## EXERCISE DESCRIPTION
Filter the data below, keeping only lines that contain "road".

Stored data
*** Begin section ***

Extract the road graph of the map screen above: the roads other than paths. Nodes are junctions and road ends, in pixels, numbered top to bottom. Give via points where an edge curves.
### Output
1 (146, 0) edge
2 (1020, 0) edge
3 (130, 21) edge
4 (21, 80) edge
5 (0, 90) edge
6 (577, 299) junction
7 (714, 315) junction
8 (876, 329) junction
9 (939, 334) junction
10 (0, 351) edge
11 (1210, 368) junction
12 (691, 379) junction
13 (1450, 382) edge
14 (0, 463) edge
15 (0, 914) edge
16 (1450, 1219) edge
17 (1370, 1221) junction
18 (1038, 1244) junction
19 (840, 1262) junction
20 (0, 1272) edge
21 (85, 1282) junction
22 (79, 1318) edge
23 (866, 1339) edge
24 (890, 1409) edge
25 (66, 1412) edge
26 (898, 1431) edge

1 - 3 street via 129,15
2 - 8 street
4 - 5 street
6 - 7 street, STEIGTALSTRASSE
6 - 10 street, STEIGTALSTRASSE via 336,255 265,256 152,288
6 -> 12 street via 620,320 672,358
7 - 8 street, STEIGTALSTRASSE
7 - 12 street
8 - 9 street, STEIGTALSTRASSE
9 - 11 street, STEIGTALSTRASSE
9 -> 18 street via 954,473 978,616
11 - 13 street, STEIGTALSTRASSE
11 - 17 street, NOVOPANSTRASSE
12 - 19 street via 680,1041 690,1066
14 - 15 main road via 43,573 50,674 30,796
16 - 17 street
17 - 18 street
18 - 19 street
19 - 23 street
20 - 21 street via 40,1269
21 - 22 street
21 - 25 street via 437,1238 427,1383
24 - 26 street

*** End section ***

## RESULT
Extract the road graph of the map screen above: the roads other than paths. Nodes are junctions and road ends, in pixels, numbered top to bottom. Give via points where an edge curves.
14 - 15 main road via 43,573 50,674 30,796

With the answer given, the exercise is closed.